There is no evidence that the disease can spread through ventilation systems from one classroom to the next, according to Dr. Edward Nardell, a Harvard Medical School professor who specializes in airborne diseases. The danger, Nardell said, is from ineffective systems that don’t remove floating viruses and let them linger in classrooms after they are expelled in an infected person’s breath, sneeze or cough.

“Most schools are designed for comfort, not for infection control. So there is a danger that if you put 20 kids in a room, that if one of them has asymptomatic COVID and is infectious, you now have 19 more kids who are exposed,” Nardell said. Healthy children almost always recover from COVID, if they become ill at all, but they can pass the disease to teachers, parents and other adults.

Nardell believes schools should consider installing ultraviolet lights along classroom ceilings, a technology some used in the 1950s and earlier to combat measles, tuberculosis and other airborne diseases and that is still used in hospitals and homeless shelters. Viruses and bacteria are destroyed using a spectrum of UV light that is safe for humans. Manufacturers say the devices would cost $3,000 per classroom.

Some, including Education Secretary Betsy DeVos, say one solution to air circulation problems may be teaching classes outdoors, which was done during tuberculosis and influenza outbreaks in the early 1900s, even in cold weather. The coronavirus spreads less efficiently outdoors and students could more easily sit 6 feet (2 meters) apart.

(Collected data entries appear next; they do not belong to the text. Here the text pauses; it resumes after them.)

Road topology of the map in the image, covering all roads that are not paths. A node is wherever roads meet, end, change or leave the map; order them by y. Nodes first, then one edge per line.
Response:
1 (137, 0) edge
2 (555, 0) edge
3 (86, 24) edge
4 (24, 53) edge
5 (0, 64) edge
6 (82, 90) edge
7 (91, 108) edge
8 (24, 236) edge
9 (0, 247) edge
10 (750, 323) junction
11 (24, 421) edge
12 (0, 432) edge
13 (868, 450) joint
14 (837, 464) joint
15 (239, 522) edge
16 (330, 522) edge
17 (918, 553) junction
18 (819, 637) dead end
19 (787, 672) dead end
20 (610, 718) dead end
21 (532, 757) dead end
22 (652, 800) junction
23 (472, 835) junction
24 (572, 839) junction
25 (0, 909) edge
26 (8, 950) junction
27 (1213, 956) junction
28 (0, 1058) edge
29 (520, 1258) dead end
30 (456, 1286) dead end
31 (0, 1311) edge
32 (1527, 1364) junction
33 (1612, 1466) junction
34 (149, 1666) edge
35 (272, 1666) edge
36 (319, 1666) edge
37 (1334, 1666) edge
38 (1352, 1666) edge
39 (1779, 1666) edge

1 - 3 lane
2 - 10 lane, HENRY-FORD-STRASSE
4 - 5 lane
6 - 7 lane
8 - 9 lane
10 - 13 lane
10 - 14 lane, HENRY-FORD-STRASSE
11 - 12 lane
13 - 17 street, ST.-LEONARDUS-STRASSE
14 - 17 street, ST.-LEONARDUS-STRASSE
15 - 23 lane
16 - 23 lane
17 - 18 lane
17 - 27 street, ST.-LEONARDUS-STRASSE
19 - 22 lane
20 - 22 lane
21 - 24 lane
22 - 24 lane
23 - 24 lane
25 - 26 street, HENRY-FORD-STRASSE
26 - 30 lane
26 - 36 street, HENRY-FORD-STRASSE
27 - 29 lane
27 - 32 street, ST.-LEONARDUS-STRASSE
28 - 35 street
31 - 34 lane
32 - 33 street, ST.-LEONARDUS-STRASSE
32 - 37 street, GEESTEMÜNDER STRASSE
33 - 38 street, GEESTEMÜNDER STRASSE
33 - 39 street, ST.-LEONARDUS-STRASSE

Having classes outdoors has other benefits, said Sharon Danks, CEO of Green Schoolyards America, a Berkeley, California, nonprofit that advocates for outdoor education. Children actually are less distracted and feel better emotionally when taught outdoors, she said.

“Nature has been shown to restore the ability to pay attention,” she said.

Several schools in the Northeast have bought large event tents like those used at outdoor weddings and plan to use them to teach outside through November.

The White River Valley Middle School in Bethel, Vermont, spent $50,000 on tents and another $20,000 on port-a-potties, hand-washing stations and other equipment. While some schools have equipped tents with propane heaters, White River Valley Principal Owen Bradley said his students can handle the expected November daytime temperatures in the 30s (about 0 Celsius) without them.

Bradley said one upside will be an opportunity to help students better understand and appreciate nature.

“We hope they value it forever and help us save the planet,” he said.

Schools bringing students back this fall will require or at least strongly suggest masks, but officials say they can only be so effective during six-hour school days indoors. Air circulation is needed.

Stephen Murley, the school superintendent in Green Bay, Wisconsin, said most of his district’s 42 campuses have older air systems. When there is high humidity, they are set to recirculate drier indoor air to prevent unhealthy black mold from growing on the walls — but battling the coronavirus requires fresh air.

“We have two things working at odds with each other,” Murley said.

Janet Robinson, the superintendent in Stratford, Connecticut, said some of her district’s 13 schools were built between 80 and 100 years ago and aren’t capable of handling modern air systems — “they are a challenge.” There are also crowding issues — one has classrooms built for 15 students but that typically have 25, making social distancing impossible.

“It is kind of naive for politicians and whoever to say, ‘Just bring (the students) in and keep them at 6 feet (2 meter) distance,‘” she said.

Brian Toth, superintendent of the Saint Marys Area School District in northern Pennsylvania, said his district’s five schools’ air systems have no exit vents to circulate fresh air in and the virus out. He estimates it would cost at least $600,000 per school to replace the systems. When his schools reopen Aug. 31, students will be asked to wear masks, but Pennsylvania law exempts children whose parents claim they have a physical or mental condition.

“You look at the way schools were built, nobody expected to have a classroom with a 6-foot radius around a student,” Toth said. Instead, classrooms “pack them in like sardines and now we are facing the consequences.”